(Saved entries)
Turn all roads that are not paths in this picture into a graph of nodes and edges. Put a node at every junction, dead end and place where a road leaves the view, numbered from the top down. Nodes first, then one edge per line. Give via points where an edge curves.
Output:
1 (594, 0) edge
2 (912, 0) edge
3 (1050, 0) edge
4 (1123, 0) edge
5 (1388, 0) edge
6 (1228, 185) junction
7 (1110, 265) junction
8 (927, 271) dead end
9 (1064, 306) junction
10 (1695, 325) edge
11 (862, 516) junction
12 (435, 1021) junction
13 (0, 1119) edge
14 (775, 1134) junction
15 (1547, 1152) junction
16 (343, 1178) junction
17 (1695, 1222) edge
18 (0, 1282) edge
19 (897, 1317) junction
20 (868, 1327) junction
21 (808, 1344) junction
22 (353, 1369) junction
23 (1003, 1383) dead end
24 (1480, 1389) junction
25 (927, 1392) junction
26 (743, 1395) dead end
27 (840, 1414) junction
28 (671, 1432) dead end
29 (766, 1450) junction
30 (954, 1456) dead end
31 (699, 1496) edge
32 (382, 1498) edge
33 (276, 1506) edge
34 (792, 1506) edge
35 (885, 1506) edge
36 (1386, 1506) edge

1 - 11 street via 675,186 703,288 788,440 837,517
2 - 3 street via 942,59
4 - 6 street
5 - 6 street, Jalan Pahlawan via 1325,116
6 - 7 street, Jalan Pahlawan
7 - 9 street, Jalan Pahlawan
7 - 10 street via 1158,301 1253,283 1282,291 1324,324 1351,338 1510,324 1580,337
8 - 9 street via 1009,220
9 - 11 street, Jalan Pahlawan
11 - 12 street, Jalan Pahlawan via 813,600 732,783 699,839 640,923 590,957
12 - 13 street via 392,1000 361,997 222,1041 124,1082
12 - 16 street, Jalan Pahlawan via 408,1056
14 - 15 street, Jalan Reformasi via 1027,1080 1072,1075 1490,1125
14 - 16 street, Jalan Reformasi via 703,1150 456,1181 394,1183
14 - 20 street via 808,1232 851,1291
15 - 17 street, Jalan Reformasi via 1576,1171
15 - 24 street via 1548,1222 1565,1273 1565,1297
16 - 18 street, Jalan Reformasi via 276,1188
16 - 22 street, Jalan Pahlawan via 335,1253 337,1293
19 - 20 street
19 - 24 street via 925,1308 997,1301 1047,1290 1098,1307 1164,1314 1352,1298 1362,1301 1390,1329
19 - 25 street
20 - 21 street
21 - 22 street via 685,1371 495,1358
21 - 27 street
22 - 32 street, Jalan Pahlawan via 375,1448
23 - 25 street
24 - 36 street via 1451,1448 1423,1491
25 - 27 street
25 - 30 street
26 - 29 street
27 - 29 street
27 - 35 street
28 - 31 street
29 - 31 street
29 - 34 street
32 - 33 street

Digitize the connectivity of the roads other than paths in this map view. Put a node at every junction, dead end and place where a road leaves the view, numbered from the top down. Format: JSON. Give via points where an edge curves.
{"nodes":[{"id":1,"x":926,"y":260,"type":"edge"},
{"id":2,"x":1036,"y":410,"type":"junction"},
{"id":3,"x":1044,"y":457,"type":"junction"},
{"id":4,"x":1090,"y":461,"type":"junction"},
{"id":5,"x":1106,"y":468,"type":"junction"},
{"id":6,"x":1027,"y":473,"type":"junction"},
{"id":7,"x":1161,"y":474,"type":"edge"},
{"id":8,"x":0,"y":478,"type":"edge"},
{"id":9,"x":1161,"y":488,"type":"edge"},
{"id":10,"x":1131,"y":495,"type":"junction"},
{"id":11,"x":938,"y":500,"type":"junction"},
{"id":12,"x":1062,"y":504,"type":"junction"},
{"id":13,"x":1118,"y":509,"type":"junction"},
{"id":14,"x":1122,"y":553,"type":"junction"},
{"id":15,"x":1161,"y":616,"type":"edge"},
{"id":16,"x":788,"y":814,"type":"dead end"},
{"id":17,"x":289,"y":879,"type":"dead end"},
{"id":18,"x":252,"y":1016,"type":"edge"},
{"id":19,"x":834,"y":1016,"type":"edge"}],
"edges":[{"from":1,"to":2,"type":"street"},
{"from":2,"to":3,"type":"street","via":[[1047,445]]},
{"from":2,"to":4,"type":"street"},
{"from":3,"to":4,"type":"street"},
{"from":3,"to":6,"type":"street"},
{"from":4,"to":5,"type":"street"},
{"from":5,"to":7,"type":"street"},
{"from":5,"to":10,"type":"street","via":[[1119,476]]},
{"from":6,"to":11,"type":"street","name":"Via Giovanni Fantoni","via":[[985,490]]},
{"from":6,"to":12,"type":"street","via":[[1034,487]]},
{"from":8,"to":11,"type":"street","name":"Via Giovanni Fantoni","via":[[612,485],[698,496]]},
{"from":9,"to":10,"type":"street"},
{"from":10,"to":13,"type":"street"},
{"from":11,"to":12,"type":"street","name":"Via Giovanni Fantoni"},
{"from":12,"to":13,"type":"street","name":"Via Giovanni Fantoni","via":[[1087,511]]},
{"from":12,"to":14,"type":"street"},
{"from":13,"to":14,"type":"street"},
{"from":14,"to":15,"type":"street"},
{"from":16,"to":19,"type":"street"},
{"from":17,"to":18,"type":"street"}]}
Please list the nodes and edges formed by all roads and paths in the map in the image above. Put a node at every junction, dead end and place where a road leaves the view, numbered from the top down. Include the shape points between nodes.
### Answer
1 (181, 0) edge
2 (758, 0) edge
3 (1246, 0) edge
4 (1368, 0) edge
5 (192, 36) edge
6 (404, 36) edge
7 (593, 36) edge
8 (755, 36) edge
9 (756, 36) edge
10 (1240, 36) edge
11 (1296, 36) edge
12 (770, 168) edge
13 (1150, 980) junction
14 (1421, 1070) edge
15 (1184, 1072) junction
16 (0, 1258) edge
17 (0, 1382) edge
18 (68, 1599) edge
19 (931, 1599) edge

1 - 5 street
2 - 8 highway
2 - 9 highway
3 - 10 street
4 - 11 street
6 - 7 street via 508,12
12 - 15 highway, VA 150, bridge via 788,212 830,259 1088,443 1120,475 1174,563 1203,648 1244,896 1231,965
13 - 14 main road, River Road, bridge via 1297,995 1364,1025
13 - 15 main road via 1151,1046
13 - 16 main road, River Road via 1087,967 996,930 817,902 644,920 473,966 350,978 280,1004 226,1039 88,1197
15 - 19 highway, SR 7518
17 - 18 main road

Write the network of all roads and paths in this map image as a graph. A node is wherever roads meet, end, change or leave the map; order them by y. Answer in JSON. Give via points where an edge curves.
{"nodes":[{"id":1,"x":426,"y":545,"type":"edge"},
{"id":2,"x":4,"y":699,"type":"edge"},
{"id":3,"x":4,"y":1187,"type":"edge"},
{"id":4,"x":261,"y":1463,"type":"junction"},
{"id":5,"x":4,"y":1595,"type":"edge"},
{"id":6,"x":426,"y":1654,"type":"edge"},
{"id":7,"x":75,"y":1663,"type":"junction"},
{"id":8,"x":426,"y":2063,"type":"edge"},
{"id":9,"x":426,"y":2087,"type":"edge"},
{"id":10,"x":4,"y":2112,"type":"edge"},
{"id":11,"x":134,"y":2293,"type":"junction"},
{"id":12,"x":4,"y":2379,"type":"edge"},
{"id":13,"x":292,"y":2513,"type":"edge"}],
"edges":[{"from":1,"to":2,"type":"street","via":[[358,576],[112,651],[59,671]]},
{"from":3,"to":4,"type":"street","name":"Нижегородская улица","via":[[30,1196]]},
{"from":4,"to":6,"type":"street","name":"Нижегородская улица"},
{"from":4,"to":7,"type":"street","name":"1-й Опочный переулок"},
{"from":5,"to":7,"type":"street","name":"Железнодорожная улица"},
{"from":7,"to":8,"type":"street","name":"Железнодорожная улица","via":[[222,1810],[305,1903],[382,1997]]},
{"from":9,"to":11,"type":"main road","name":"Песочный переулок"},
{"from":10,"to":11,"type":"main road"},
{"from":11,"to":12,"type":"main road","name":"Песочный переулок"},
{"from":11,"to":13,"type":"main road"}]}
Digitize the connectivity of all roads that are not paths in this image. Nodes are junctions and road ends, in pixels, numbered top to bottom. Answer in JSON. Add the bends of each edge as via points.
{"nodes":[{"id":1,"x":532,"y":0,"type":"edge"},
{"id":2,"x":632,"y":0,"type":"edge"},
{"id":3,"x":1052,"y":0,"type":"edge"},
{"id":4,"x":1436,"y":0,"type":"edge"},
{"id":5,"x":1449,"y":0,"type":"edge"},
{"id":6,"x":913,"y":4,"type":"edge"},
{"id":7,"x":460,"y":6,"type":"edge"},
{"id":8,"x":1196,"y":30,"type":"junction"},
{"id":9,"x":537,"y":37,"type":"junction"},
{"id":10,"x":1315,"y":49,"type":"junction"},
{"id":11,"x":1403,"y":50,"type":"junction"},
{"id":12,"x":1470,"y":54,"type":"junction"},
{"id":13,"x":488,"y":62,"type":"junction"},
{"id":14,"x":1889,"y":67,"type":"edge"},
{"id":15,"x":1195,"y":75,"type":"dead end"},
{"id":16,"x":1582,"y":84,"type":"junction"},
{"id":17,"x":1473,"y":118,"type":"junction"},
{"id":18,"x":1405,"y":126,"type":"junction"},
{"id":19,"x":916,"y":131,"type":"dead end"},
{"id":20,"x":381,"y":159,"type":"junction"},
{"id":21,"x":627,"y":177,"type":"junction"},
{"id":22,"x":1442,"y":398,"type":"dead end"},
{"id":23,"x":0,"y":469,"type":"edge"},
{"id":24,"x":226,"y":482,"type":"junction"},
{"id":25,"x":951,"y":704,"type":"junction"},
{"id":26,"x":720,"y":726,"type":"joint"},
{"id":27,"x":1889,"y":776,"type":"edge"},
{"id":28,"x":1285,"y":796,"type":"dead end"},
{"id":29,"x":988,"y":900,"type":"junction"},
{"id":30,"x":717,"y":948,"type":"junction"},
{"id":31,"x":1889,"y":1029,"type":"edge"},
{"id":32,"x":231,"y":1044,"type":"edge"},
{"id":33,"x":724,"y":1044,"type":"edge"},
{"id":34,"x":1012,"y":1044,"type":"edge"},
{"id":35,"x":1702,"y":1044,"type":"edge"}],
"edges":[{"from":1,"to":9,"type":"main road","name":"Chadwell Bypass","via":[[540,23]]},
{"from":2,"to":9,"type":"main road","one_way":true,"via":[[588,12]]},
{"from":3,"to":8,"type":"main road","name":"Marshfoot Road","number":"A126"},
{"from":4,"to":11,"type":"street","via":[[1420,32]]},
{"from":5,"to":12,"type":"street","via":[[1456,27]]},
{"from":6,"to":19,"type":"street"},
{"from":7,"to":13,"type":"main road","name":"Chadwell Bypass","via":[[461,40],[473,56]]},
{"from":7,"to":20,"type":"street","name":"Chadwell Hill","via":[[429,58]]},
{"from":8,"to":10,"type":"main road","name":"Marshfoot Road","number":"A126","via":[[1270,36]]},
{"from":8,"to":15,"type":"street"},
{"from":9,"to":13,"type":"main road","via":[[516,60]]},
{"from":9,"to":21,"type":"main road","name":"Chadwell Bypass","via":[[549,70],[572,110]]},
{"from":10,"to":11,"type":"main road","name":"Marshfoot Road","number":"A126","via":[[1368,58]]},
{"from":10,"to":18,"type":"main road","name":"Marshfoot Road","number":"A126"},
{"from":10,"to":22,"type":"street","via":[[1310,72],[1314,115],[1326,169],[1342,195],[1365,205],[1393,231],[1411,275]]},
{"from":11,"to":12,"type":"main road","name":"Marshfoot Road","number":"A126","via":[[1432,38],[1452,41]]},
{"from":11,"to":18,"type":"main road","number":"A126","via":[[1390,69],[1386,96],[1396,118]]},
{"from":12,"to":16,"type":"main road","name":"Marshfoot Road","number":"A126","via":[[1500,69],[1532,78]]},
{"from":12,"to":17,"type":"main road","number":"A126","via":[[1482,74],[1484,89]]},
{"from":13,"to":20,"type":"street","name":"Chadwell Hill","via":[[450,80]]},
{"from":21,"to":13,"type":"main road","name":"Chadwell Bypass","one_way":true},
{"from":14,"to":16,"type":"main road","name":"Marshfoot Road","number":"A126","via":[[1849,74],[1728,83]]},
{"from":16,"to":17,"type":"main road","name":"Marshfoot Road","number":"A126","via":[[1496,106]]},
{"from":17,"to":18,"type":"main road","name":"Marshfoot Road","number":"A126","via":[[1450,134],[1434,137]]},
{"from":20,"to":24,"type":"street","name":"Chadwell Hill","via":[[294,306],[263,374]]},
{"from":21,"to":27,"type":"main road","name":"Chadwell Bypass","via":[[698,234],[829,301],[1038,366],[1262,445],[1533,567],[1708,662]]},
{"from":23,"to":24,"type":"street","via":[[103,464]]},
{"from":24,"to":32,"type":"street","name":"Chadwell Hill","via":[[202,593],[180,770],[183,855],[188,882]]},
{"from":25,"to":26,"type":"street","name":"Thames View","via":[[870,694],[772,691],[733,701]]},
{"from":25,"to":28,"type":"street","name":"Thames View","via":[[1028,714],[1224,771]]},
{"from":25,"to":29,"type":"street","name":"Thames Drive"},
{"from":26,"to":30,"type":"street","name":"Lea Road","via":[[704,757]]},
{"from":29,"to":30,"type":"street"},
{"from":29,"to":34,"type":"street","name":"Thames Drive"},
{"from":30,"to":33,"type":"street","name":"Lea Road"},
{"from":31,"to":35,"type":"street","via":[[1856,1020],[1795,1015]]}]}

▶ [What is expected]: Working from the records above, tally the lines that contain "Hill" and give only the total.

▶ [Result of this exercise]: 4